[Exercise requirements] Would you transcribe exactly the lines from the beginning of the records below through the line with "filter:drop-shadow(0 0 2px", both included, omitting the pictures?
Extracted material Start Marker
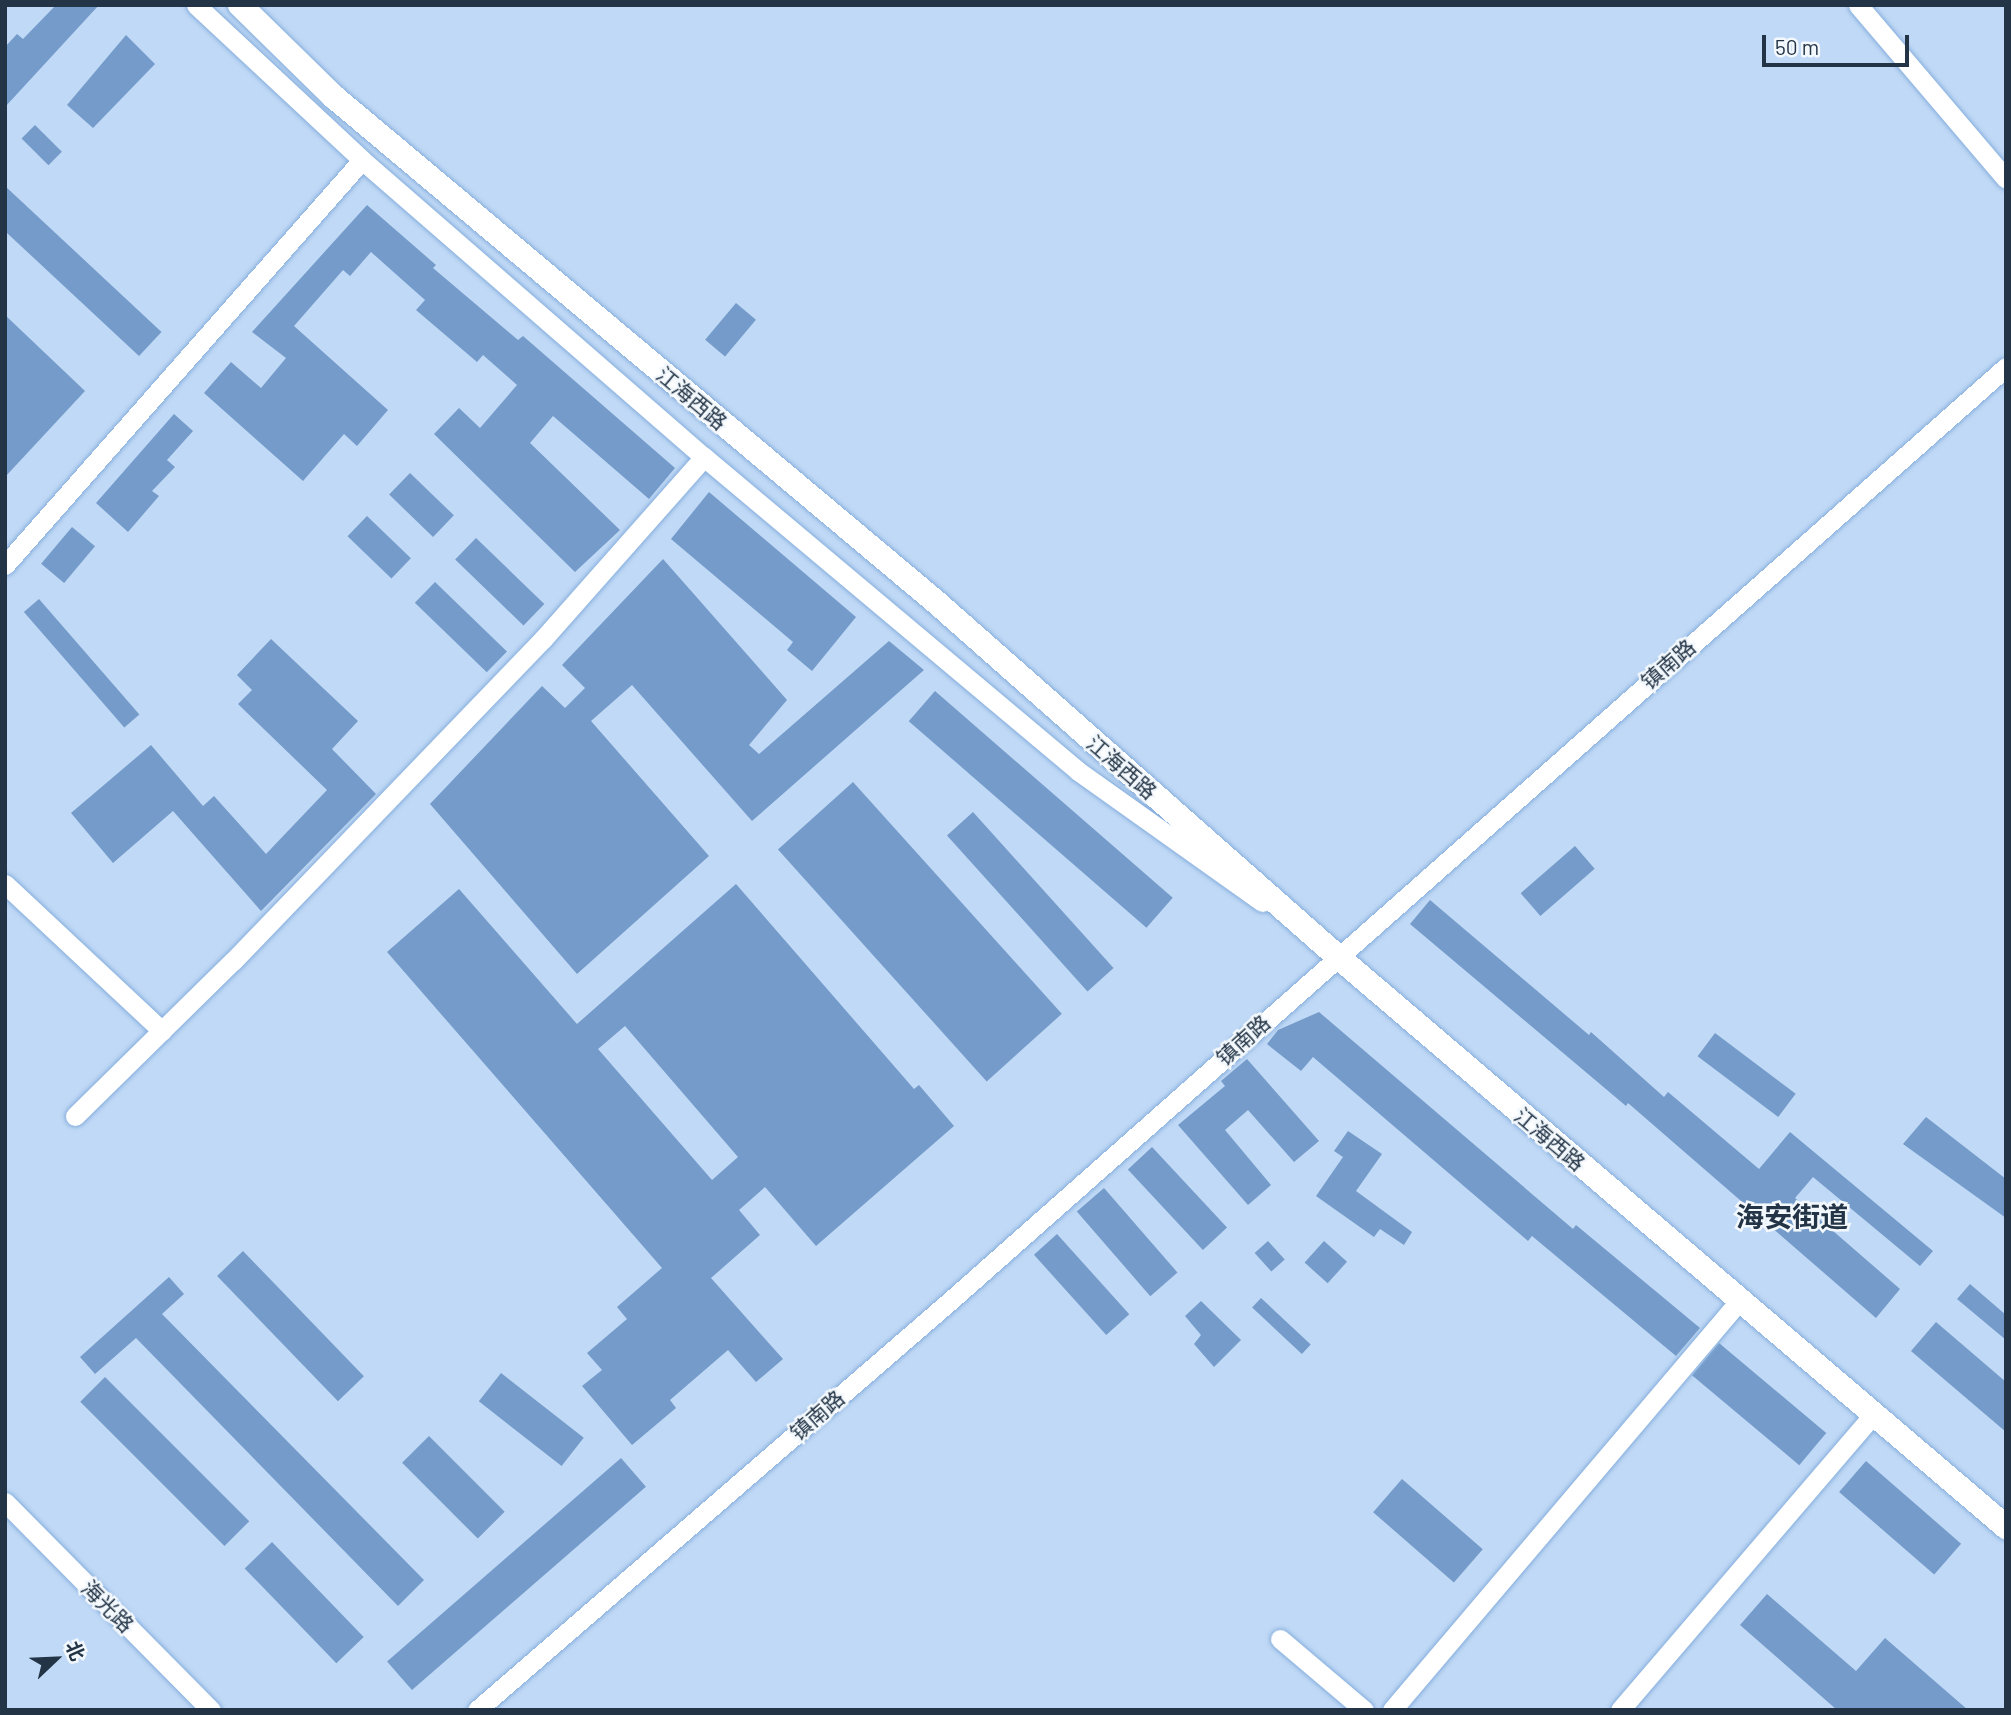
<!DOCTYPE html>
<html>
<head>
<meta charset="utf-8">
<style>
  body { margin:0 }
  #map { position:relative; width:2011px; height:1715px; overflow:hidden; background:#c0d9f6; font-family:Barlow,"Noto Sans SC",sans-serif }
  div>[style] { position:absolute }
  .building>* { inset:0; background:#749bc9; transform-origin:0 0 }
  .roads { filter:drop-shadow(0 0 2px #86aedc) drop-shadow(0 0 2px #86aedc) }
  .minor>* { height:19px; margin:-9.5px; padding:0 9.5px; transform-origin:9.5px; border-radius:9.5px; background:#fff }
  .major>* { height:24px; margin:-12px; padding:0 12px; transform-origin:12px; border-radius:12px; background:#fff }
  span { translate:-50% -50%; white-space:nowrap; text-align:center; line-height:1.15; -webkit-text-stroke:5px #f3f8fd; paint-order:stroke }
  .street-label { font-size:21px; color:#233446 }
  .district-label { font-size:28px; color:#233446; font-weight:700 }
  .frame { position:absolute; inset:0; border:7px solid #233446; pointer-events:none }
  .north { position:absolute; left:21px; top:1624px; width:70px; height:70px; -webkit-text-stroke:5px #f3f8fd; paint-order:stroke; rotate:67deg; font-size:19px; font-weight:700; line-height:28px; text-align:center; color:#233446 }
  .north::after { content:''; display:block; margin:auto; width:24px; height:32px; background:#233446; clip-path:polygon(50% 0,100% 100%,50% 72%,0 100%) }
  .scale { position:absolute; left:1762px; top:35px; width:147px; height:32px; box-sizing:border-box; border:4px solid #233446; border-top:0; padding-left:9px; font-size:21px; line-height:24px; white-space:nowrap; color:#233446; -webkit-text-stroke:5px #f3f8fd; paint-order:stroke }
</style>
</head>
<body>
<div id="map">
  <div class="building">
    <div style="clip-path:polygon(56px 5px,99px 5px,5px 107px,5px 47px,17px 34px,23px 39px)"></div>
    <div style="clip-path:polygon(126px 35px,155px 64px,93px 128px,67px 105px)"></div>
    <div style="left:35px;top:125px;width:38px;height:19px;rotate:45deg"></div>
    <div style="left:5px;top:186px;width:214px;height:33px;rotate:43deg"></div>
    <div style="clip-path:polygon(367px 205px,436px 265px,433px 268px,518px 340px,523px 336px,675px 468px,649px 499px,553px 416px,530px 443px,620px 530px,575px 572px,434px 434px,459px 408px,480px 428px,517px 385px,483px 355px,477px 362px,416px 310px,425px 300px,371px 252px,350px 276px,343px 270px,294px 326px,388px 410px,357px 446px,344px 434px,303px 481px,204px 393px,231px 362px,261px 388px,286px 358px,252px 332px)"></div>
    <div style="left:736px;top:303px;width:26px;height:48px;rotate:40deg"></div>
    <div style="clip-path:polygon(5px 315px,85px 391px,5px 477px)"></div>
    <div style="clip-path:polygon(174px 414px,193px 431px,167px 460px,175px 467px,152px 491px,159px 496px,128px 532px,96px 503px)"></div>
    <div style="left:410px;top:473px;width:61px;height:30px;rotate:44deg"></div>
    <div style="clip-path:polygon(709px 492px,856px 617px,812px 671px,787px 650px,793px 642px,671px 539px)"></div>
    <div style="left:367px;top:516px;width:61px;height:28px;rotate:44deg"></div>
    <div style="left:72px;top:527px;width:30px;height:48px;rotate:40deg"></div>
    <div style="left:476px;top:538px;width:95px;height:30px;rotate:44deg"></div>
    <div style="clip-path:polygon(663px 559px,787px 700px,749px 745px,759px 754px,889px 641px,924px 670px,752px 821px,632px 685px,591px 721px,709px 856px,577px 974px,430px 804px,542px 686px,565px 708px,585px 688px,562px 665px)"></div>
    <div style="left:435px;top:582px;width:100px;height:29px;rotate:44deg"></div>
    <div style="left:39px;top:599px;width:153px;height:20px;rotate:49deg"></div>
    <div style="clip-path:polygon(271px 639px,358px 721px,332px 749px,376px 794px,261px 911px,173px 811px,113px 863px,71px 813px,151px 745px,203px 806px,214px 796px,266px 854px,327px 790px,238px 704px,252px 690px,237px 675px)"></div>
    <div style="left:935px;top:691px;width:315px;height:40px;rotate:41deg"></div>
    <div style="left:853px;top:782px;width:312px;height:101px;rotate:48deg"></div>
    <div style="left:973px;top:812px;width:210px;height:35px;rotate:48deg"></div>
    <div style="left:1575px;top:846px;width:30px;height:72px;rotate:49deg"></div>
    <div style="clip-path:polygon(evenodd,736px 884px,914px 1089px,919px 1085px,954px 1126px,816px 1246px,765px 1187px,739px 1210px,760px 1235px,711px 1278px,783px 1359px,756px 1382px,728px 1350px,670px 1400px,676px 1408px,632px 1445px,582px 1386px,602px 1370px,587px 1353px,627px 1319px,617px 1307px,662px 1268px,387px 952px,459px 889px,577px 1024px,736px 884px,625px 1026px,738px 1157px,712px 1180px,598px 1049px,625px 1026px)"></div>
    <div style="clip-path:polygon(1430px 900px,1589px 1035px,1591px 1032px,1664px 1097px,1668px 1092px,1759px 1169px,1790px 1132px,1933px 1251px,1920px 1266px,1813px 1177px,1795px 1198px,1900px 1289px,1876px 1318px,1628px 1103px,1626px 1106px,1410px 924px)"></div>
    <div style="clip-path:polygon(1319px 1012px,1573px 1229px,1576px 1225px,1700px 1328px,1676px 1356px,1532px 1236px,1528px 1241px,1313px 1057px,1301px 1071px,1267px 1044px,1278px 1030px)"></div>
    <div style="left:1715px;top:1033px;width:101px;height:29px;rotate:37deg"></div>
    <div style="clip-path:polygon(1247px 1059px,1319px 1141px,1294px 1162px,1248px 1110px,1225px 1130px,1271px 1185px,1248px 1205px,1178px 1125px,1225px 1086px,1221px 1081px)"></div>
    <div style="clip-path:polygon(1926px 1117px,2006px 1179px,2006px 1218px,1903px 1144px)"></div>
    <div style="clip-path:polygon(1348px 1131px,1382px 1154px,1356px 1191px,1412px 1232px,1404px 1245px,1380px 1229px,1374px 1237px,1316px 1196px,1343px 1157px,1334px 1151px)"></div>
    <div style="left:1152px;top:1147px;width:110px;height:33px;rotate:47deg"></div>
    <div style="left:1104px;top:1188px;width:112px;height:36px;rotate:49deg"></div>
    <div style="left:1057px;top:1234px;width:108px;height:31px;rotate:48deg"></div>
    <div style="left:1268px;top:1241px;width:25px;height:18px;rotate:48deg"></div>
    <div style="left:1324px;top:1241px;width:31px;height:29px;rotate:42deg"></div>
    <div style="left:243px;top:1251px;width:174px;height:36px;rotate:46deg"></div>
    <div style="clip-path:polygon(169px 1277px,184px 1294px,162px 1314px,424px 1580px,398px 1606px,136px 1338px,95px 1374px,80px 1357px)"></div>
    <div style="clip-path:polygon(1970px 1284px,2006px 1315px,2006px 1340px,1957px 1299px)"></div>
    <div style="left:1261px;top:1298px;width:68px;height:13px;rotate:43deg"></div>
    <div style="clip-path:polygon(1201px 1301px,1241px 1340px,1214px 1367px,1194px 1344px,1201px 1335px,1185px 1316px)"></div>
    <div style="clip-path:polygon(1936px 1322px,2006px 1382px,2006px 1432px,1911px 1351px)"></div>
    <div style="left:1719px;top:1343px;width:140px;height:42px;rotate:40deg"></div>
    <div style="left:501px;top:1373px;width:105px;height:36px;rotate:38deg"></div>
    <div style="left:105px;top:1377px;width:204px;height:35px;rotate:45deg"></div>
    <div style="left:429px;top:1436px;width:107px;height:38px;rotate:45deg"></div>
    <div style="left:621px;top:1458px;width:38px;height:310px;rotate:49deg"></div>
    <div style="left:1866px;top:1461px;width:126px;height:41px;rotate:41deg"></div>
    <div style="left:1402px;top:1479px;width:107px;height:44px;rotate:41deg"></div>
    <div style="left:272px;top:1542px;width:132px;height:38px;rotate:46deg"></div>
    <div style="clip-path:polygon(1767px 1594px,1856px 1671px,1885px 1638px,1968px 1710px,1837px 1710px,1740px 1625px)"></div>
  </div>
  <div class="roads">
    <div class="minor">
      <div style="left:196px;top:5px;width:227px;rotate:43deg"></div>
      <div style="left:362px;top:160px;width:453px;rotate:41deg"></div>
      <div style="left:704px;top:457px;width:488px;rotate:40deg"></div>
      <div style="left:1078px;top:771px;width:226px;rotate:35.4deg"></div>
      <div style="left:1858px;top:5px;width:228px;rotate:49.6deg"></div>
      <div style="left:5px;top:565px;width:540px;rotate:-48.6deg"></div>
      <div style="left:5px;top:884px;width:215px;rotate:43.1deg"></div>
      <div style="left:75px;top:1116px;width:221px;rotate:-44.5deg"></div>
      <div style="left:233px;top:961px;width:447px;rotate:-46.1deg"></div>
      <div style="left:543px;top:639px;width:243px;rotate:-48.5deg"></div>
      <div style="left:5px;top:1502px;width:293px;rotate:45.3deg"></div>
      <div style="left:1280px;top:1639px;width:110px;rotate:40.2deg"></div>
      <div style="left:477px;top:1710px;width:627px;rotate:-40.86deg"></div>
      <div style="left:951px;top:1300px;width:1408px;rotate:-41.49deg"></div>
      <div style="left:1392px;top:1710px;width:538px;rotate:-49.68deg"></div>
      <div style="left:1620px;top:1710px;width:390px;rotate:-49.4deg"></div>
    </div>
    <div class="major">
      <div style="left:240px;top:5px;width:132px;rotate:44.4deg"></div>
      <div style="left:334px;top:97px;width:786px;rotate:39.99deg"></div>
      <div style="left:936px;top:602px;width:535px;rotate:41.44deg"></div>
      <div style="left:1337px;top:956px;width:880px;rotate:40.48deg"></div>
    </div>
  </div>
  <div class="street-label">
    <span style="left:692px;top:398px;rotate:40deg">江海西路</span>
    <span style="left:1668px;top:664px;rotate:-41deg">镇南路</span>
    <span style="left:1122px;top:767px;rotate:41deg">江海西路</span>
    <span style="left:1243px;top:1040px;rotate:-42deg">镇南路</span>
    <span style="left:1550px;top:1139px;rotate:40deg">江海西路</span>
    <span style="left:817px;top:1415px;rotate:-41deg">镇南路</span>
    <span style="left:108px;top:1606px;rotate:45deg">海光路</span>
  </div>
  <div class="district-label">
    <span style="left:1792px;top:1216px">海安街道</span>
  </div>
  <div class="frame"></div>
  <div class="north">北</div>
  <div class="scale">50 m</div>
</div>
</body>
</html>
Extracted material End Marker
[Reply to the task]
<!DOCTYPE html>
<html>
<head>
<meta charset="utf-8">
<style>
  body { margin:0 }
  #map { position:relative; width:2011px; height:1715px; overflow:hidden; background:#c0d9f6; font-family:Barlow,"Noto Sans SC",sans-serif }
  div>[style] { position:absolute }
  .building>* { inset:0; background:#749bc9; transform-origin:0 0 }
  .roads { filter:drop-shadow(0 0 2px #86aedc) drop-shadow(0 0 2px #86aedc) }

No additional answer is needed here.